In agriculture, microbial tools including biological fertilizers and biological control agents (i.e., biocontrol agents), have been used by mankind for several hundreds of years, and provide beneficial results for plant growth and health, respectively. In the broadest sense, the biological control can be defined as the use of microbial inoculants potentially replacing harmful pesticides, to control pests, plant pathogens and weeds. In this regard, both human activities and the use of resistant plants may be included.
The formulation of biocontrol agents from living organisms has been reported using several experimental conditions in laboratory scale. However, a large number of studies have shown that the biocontrol capacity can result from production of antibiotic compounds, or enzymes capable of fungal cell wall lysis and preventing pathogens from infecting the plant.
As a source of production of antibiotics and antifungal enzymes (e.g., chitinases, cellulases β-glucanases, proteases, lipases, etc.), biocontrol strains-based research is developing rapidly through the innovation and improvement of raw materials, formulations, preparation process, method for extracting, and production technology, as well as applications. This is evident also from the elevation in the number of patent applications filed each year worldwide in this area of biocontrol agents research and development.

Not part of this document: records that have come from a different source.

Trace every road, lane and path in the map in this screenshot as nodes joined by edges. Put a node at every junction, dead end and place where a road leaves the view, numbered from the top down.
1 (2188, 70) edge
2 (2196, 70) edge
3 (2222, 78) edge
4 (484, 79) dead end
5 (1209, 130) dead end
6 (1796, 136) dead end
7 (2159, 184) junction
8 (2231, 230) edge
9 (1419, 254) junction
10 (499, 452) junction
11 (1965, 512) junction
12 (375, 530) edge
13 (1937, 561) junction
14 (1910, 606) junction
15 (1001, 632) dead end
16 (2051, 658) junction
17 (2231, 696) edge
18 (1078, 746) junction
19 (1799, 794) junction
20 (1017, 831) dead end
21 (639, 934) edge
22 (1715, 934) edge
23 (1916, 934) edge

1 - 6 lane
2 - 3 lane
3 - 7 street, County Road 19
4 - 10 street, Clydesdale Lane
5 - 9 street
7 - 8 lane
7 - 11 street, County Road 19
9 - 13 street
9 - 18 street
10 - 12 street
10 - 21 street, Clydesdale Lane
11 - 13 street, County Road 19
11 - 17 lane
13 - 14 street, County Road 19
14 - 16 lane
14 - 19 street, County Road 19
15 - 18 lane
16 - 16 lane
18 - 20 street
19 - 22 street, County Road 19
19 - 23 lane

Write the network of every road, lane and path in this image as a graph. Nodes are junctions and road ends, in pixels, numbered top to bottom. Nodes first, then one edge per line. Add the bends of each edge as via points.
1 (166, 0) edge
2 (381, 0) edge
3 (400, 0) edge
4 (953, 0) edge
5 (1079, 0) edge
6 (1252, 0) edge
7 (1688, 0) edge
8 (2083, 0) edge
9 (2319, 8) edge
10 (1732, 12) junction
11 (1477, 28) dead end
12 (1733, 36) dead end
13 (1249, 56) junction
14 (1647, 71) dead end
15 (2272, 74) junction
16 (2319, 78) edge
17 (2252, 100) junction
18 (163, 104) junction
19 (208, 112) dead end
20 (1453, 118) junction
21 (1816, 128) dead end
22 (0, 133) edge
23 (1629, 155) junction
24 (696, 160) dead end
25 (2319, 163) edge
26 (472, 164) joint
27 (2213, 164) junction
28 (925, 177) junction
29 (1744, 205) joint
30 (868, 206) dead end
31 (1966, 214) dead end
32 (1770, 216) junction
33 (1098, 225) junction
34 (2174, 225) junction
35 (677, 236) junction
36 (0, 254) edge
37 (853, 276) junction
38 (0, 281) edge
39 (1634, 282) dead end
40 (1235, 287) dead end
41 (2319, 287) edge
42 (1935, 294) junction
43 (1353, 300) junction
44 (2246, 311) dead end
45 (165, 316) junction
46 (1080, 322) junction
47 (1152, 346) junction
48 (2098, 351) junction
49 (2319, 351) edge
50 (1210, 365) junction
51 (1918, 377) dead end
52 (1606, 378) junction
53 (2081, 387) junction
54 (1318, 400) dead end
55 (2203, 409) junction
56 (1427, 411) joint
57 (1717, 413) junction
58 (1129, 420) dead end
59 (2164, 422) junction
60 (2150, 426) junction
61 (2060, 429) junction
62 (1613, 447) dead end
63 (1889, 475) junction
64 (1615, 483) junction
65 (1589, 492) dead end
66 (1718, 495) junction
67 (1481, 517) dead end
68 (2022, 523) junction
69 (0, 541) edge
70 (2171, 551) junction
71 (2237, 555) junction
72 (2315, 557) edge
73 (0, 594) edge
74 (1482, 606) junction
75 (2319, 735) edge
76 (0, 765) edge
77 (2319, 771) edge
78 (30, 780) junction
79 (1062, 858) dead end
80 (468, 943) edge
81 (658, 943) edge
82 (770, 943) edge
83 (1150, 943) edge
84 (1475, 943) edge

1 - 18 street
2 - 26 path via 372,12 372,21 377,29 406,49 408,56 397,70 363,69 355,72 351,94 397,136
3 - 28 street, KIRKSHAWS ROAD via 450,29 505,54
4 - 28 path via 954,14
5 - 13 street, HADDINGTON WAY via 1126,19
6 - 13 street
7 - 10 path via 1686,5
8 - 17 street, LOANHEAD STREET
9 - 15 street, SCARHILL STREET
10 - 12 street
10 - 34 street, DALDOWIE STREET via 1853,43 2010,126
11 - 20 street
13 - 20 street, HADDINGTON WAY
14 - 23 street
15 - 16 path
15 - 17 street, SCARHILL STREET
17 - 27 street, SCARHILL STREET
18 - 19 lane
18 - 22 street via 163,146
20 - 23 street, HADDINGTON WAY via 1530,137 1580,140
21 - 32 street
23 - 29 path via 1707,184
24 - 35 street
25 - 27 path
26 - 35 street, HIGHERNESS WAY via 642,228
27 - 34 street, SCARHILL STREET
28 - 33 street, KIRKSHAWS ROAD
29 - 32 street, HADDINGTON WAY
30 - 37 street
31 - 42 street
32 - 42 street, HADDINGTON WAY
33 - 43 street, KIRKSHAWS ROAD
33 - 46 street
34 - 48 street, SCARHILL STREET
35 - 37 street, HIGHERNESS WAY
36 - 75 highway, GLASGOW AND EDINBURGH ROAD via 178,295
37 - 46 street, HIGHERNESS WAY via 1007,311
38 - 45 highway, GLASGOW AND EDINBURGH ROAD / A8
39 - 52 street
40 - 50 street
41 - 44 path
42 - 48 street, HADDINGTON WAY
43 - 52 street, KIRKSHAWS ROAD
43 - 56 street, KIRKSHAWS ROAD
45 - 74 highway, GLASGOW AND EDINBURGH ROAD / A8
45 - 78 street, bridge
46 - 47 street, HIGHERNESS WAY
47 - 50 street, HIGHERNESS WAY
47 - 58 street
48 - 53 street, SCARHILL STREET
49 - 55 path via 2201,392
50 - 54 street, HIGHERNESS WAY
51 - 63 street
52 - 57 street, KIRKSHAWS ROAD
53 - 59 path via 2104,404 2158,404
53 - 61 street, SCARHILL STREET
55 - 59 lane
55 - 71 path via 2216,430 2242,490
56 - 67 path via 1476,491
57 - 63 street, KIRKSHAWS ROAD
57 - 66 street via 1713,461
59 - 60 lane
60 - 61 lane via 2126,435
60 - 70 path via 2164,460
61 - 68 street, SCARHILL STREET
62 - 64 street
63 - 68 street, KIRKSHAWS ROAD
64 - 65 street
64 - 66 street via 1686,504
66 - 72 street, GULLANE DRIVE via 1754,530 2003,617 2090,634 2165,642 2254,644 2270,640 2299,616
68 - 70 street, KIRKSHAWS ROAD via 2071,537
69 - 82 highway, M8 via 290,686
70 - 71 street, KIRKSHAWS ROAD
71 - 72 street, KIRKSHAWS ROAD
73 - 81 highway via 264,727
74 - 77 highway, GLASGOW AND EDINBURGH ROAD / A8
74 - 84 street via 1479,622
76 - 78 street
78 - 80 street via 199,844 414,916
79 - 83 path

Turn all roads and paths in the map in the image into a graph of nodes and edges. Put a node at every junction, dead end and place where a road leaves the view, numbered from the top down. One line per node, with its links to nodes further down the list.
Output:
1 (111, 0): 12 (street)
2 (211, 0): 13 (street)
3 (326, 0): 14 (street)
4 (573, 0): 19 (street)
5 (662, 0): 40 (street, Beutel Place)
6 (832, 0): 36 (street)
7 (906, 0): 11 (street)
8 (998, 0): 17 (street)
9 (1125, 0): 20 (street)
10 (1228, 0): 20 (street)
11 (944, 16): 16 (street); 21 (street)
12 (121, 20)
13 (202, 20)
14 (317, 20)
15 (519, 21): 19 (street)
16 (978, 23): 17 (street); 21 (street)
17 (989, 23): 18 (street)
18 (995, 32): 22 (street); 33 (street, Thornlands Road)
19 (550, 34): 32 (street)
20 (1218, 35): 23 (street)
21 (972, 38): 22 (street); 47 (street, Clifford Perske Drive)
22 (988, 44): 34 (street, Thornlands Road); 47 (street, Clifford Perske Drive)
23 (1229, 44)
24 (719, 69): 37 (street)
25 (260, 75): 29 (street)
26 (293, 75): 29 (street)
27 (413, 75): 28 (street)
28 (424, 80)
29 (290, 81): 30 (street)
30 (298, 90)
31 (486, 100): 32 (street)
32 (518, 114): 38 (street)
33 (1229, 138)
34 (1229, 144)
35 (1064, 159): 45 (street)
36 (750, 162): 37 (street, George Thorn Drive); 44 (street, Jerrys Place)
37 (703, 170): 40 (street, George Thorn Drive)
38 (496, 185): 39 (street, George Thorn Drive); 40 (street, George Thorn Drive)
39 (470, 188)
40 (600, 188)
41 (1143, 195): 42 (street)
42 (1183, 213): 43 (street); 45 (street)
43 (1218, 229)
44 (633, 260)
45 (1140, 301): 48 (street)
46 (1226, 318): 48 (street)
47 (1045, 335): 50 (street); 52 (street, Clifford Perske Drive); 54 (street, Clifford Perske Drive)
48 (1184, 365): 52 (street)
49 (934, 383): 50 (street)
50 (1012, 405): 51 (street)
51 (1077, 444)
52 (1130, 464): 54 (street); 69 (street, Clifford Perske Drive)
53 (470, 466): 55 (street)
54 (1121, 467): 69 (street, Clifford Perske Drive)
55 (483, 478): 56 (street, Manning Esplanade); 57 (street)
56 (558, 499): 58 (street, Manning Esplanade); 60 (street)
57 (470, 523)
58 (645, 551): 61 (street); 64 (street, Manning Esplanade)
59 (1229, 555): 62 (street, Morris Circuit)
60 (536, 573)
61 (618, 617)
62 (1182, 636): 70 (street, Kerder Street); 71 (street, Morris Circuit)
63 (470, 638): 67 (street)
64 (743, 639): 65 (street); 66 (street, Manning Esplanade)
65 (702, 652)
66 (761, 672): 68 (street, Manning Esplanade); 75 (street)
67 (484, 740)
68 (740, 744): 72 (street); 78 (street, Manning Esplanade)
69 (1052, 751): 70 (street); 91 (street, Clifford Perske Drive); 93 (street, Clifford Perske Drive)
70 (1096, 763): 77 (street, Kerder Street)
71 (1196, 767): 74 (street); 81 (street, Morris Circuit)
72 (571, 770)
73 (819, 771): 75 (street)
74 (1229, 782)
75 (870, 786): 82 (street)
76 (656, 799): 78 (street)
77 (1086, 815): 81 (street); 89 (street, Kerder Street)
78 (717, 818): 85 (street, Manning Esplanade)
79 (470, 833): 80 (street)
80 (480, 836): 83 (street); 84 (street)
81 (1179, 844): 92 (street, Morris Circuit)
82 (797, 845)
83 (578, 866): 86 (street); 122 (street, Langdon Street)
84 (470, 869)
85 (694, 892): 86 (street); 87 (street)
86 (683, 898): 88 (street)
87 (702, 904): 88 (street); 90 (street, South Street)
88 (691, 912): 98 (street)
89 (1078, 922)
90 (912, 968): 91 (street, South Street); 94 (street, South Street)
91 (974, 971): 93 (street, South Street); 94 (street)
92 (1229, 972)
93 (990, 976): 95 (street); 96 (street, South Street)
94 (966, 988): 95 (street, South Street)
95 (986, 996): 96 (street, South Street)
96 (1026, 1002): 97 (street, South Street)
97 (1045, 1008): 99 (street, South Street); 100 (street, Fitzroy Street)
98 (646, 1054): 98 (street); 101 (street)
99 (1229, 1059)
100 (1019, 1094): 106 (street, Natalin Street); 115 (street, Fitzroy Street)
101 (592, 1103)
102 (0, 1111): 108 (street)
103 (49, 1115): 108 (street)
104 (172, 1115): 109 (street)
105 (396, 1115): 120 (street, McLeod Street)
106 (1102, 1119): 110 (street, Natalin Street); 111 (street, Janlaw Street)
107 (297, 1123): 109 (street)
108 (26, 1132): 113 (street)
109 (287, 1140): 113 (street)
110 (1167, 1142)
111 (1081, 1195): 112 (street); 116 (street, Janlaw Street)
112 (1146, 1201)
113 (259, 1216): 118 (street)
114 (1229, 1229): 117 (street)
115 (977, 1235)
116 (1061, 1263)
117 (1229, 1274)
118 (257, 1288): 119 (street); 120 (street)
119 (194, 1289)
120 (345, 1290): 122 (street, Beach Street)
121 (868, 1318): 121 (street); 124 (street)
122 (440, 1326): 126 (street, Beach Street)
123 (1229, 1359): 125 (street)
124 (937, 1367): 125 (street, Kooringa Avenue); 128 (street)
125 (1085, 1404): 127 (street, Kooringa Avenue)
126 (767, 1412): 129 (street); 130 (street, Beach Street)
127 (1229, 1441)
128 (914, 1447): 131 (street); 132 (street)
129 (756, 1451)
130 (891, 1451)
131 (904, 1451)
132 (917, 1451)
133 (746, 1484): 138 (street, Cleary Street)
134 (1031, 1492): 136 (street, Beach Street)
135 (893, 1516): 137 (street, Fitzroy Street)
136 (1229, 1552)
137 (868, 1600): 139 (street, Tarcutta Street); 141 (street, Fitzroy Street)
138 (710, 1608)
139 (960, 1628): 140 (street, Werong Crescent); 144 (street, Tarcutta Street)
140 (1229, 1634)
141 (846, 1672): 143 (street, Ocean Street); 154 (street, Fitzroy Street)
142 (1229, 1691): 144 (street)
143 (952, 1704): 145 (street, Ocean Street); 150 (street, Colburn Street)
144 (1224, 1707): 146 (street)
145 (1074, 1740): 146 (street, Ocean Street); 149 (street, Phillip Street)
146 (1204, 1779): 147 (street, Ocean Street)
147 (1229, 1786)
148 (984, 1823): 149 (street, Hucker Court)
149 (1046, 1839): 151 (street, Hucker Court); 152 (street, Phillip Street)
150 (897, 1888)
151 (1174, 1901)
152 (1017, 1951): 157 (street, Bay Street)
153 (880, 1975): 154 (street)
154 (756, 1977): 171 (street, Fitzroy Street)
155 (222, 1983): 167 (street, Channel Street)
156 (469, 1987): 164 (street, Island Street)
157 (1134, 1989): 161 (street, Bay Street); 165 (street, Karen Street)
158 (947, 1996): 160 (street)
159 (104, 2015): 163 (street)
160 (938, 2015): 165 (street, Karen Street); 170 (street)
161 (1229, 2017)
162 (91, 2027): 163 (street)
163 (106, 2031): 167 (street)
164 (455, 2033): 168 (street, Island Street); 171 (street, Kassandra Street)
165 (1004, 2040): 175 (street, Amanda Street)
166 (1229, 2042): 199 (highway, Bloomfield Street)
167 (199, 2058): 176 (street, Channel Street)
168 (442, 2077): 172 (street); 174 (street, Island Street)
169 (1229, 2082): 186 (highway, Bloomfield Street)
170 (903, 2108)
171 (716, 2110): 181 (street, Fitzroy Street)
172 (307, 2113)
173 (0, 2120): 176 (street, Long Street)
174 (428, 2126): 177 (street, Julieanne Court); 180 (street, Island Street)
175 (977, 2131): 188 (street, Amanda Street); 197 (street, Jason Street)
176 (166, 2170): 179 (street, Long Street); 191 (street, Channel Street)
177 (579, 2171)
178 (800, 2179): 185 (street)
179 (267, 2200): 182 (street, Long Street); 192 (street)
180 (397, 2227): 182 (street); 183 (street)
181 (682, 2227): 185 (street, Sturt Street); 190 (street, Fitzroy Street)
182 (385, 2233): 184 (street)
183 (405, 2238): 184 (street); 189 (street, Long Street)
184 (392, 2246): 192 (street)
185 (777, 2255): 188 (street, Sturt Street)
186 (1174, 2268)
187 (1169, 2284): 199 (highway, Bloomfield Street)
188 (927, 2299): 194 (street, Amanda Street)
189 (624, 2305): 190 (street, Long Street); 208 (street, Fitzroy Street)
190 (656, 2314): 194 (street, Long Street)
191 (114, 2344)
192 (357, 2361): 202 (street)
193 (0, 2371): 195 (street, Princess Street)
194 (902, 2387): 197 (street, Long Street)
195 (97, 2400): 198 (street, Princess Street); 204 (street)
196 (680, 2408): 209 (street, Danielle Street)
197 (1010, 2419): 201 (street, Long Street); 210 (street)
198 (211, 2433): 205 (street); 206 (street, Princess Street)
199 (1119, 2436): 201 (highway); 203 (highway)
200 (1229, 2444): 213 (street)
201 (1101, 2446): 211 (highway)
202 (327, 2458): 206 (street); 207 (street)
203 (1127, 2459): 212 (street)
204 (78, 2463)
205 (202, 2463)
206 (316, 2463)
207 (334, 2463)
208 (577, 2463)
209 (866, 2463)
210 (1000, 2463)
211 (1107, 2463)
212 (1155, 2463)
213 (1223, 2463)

This work, in the form of a patent analysis, which is a family of techniques for studying the information present within and attached to patents, describes the state of the art by introducing what has been patented in relation to biocontrol agents regarding to preparation methods/process, formulations and applications. Furthermore, this work gives a competitive analysis of the past, present and future trends in the biological control and leads to various recommendations that could help one to plan and innovate research strategy.